Exactly retype the lines from the top of the data through the line containing "pinky dip: (256, 239)", leaving out every picture.

----- DATA SHOWN

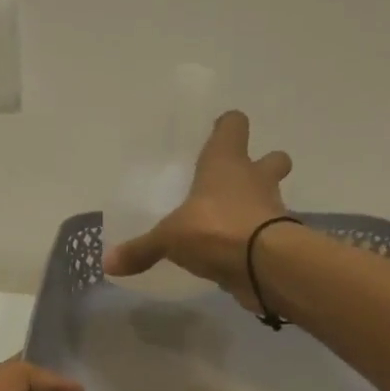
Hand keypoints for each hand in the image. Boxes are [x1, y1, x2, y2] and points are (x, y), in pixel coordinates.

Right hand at [103, 110, 293, 305]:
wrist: (265, 264)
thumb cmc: (214, 229)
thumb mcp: (168, 239)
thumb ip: (141, 249)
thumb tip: (108, 262)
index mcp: (225, 163)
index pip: (233, 126)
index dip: (226, 127)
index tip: (217, 133)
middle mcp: (254, 179)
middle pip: (272, 158)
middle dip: (262, 164)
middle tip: (238, 181)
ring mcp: (273, 208)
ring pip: (272, 196)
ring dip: (259, 204)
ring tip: (233, 221)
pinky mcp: (281, 239)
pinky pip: (268, 232)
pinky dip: (256, 239)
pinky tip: (237, 252)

----------

SOLUTION
Hand keypoints for each hand in the image. Boxes are [x1, y1, x2, y2] and points are (x, y), in pixel coordinates.

Right hand at [103, 110, 293, 305]:
wrist: (265, 264)
thumb cmc: (214, 229)
thumb mcp: (168, 239)
thumb ip: (141, 249)
thumb tip: (108, 262)
index mcp: (225, 163)
index pip: (233, 126)
index dip: (226, 127)
index tip: (217, 133)
middle mcp: (254, 179)
middle pip: (272, 158)
middle dip: (262, 164)
middle tip: (238, 181)
ring mcp: (273, 208)
ring pip: (272, 196)
ring dip: (259, 204)
ring tip: (233, 221)
pinky mcp: (281, 239)
pinky pip: (268, 232)
pinky dip: (256, 239)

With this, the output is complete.